## WHAT THE TASK REQUIRES
Write out, exactly and only, the lines that run from the top of the records to the line with "Write the network". Include both ends; exclude pictures.

(Records excerpted from a collection)
============

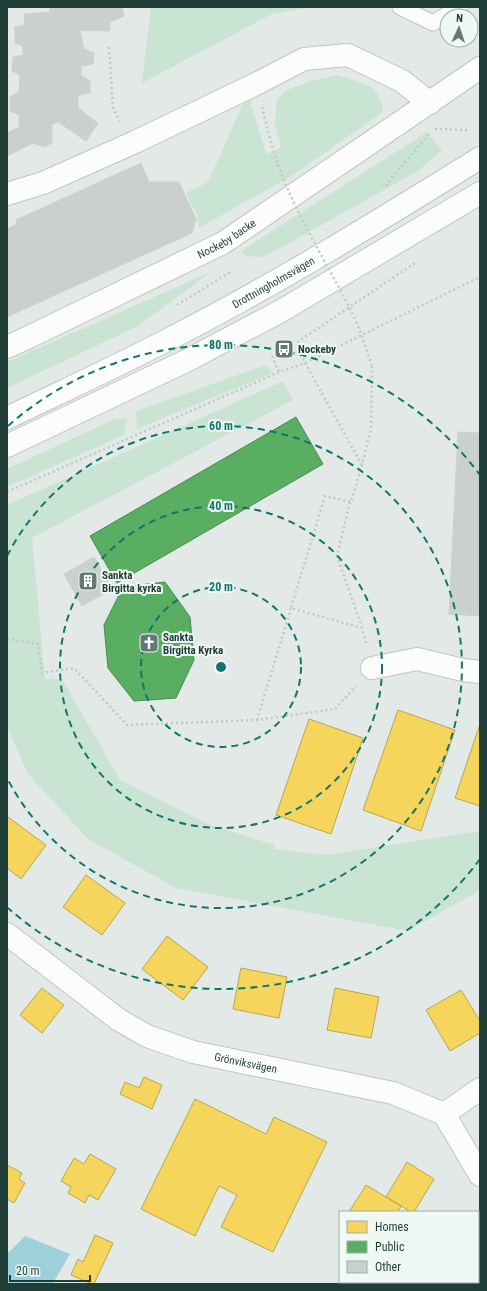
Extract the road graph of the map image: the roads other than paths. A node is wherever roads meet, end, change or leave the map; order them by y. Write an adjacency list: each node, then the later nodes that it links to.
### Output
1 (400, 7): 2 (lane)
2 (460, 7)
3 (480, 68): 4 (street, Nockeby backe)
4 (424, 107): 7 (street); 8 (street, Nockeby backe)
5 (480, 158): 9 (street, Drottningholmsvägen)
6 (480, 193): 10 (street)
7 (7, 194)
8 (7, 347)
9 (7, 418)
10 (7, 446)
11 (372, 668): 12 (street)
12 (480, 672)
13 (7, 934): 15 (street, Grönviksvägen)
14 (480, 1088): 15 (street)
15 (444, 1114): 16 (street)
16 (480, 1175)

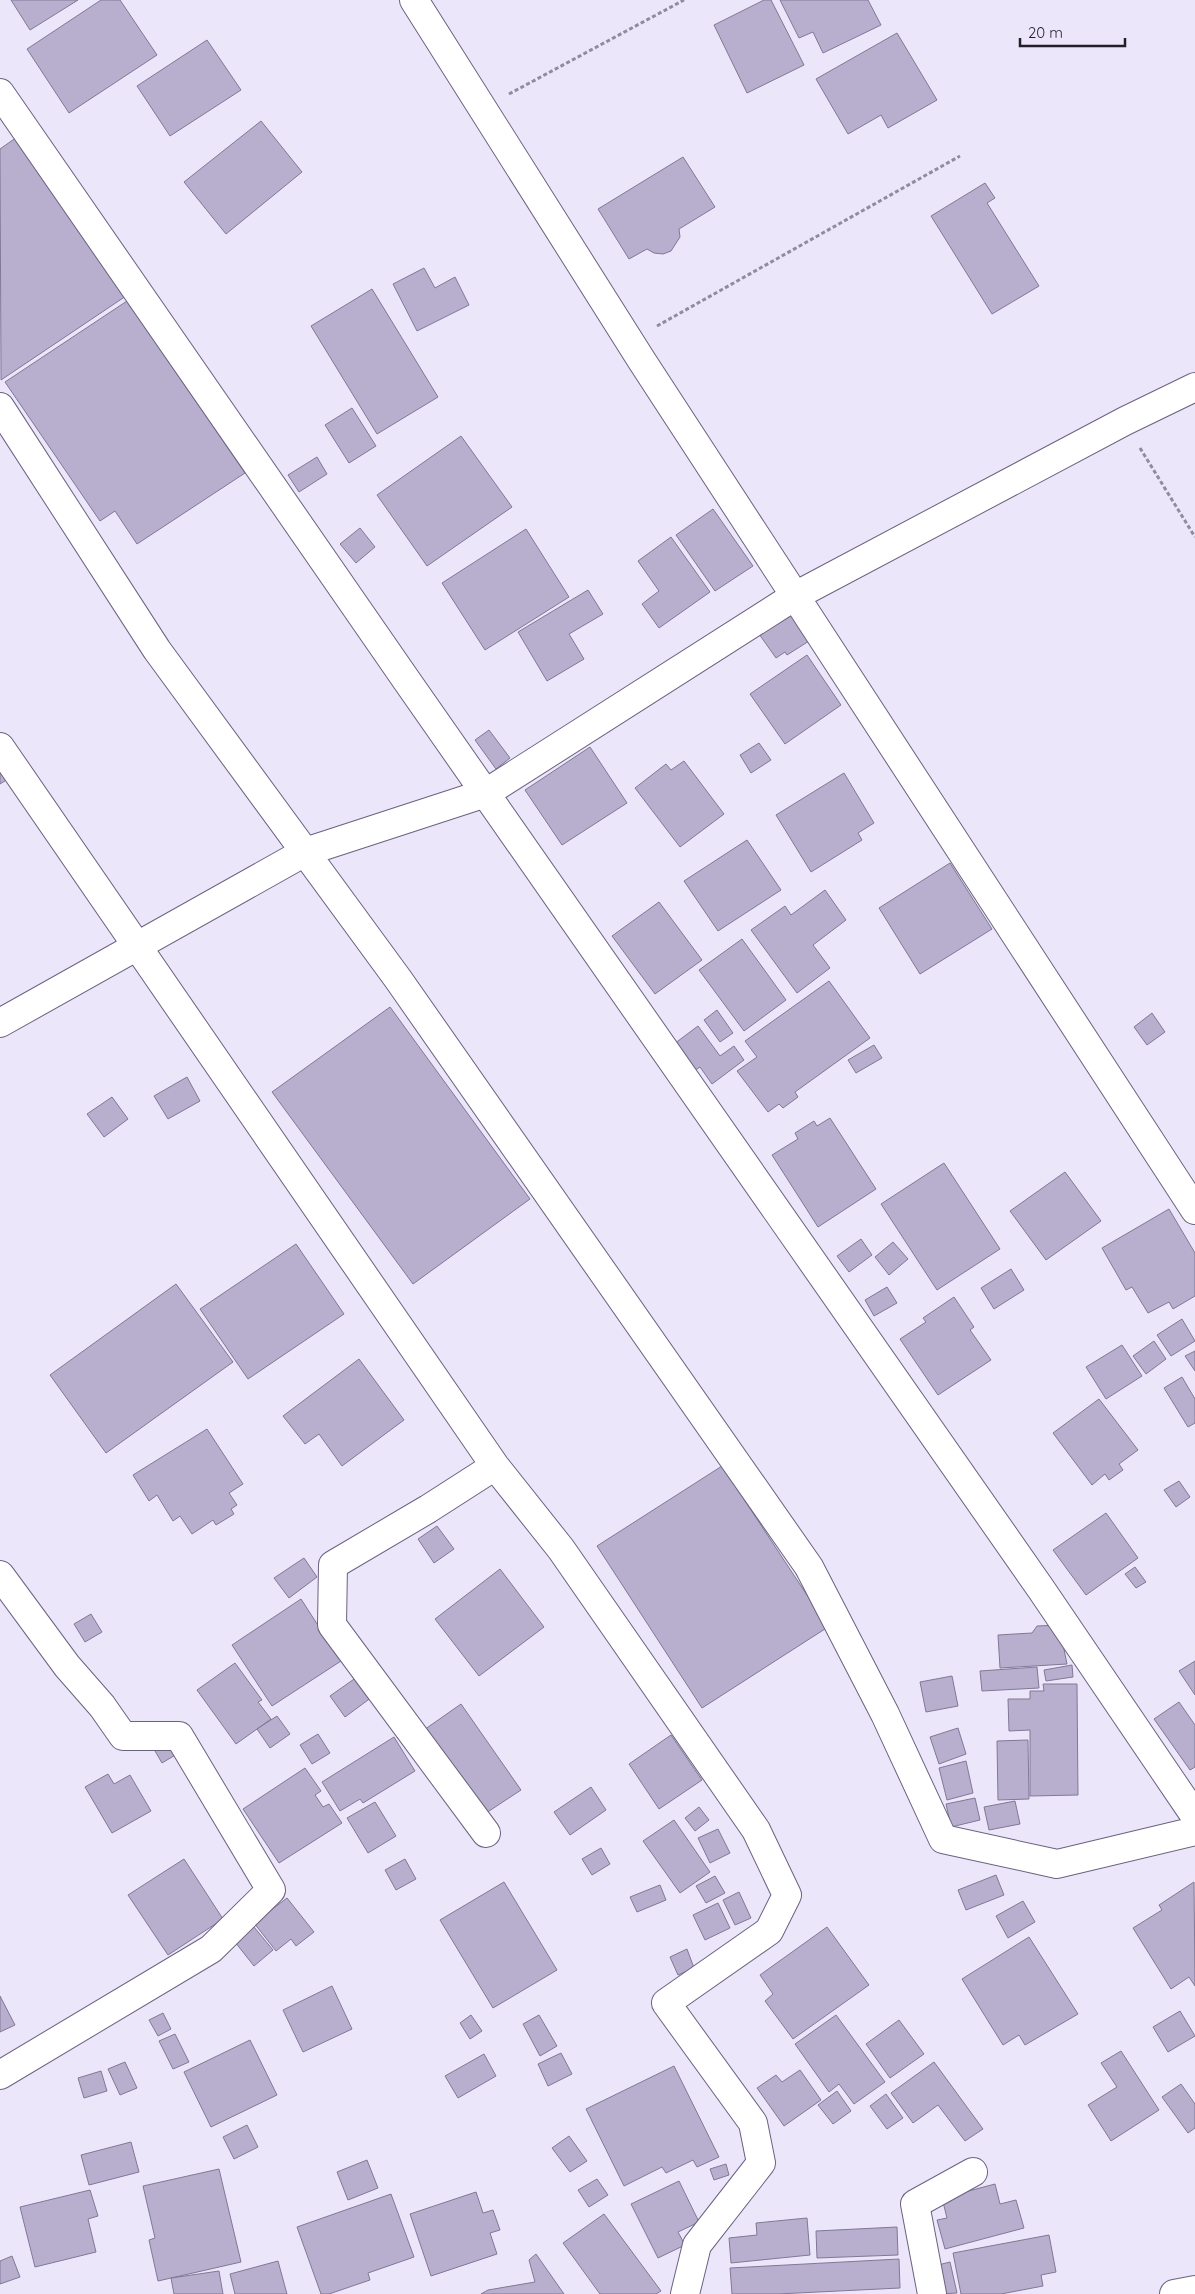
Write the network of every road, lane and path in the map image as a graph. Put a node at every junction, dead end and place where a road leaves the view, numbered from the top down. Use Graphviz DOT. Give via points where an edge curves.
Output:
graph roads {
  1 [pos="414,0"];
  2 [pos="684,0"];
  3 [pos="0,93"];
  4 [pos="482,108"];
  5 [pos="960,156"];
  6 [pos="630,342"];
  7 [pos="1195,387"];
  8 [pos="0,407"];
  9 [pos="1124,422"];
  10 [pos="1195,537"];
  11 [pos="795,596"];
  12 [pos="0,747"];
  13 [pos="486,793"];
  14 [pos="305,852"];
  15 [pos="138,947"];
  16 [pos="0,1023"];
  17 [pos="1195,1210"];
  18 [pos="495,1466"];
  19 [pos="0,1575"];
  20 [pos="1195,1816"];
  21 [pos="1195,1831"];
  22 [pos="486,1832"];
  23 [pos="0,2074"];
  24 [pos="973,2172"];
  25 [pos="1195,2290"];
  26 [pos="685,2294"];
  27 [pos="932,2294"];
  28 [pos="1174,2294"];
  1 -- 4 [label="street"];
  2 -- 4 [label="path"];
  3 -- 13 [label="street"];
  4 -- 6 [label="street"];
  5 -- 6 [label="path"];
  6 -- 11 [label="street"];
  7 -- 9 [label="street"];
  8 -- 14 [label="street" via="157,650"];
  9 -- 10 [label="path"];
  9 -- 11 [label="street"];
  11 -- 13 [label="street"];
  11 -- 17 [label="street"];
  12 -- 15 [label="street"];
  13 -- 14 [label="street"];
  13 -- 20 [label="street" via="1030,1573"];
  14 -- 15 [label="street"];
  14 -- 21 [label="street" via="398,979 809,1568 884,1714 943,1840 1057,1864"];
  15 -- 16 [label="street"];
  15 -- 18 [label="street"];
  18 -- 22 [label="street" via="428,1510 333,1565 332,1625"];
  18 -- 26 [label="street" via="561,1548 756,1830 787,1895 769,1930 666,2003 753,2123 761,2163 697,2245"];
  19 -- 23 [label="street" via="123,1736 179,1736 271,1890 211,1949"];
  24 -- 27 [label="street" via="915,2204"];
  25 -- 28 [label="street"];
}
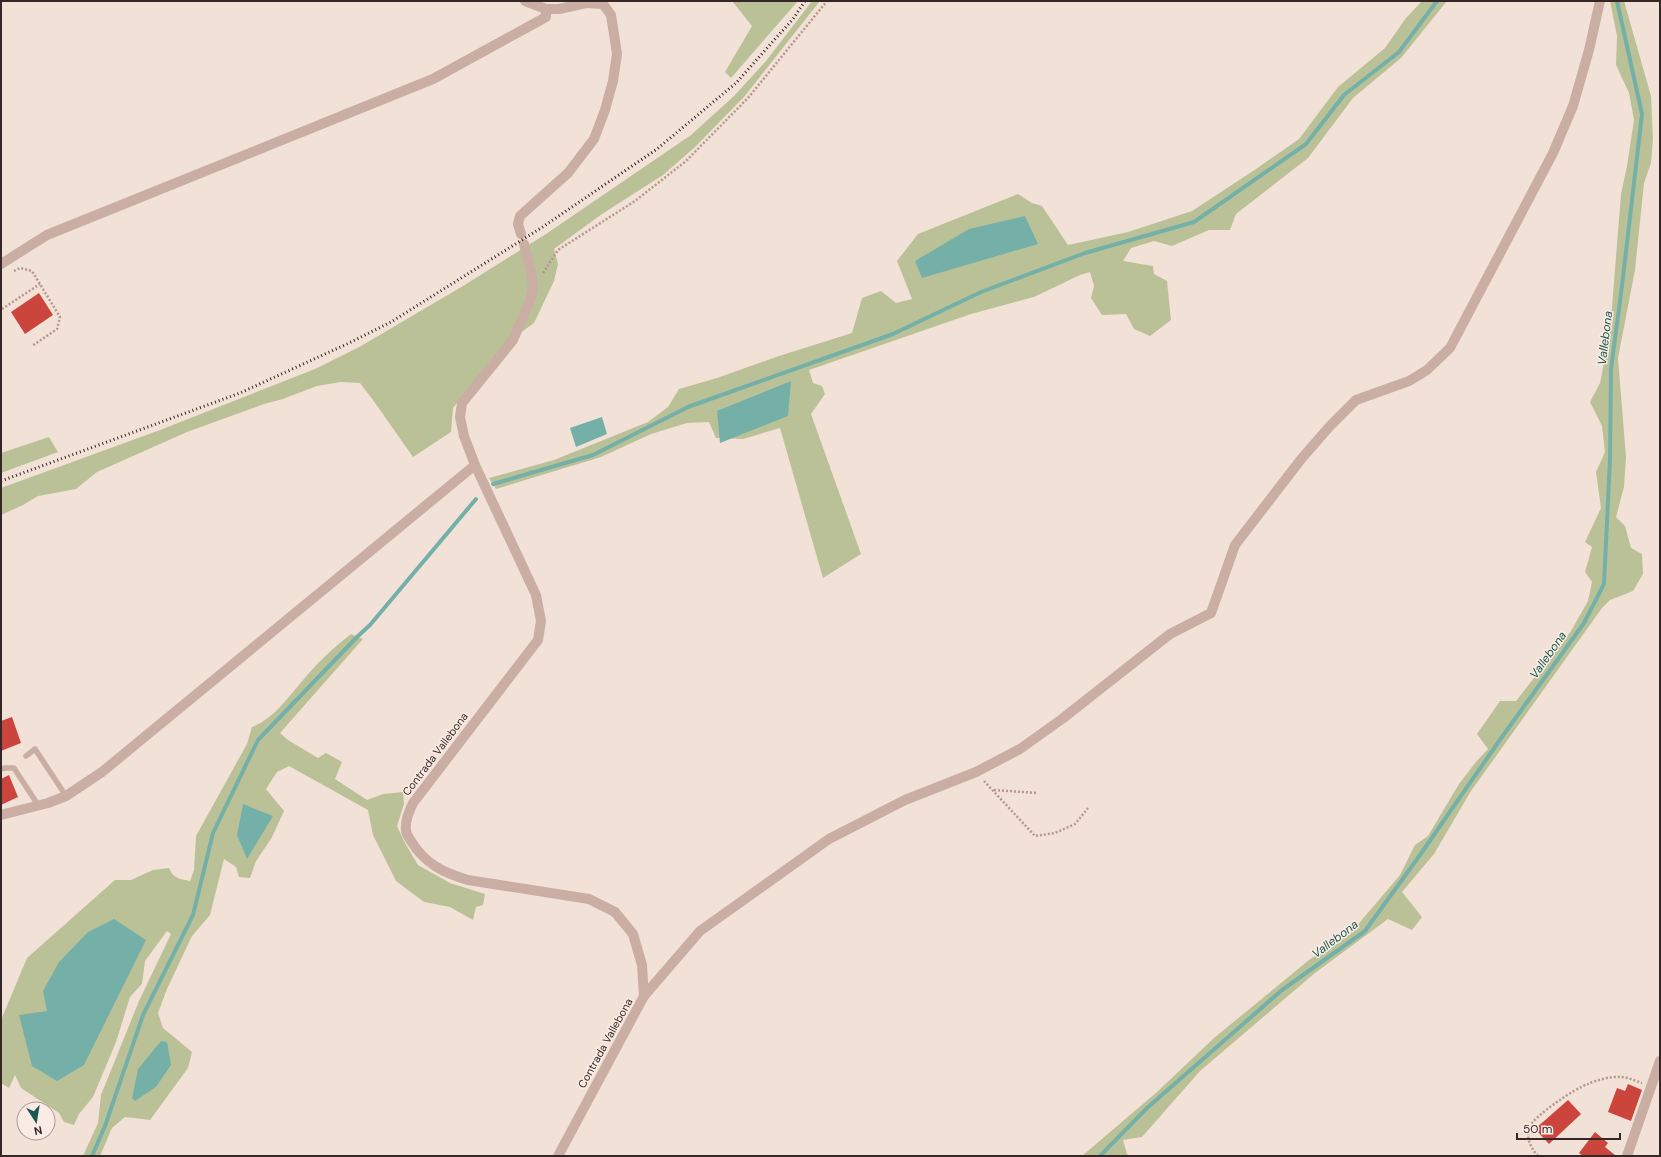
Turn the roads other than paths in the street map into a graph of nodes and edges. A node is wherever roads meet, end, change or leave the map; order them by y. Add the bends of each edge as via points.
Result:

============

## OUTPUT FOR THIS TASK
Extract the road graph of the map image: the roads other than paths. A node is wherever roads meet, end, change or leave the map; order them by y. Write an adjacency list: each node, then the later nodes that it links to.
### Output
1 (400, 7): 2 (lane)
2 (460, 7)
3 (480, 68): 4 (street, Nockeby backe)
4 (424, 107): 7 (street); 8 (street, Nockeby backe)
5 (480, 158): 9 (street, Drottningholmsvägen)
6 (480, 193): 10 (street)
7 (7, 194)
8 (7, 347)
9 (7, 418)
10 (7, 446)
11 (372, 668): 12 (street)
12 (480, 672)
13 (7, 934): 15 (street, Grönviksvägen)
14 (480, 1088): 15 (street)
15 (444, 1114): 16 (street)
16 (480, 1175)

Write the network of every road, lane and path in the map image as a graph. Put a node at every junction, dead end and place where a road leaves the view, numbered from the top down. Use Graphviz DOT. Give via points where an edge curves.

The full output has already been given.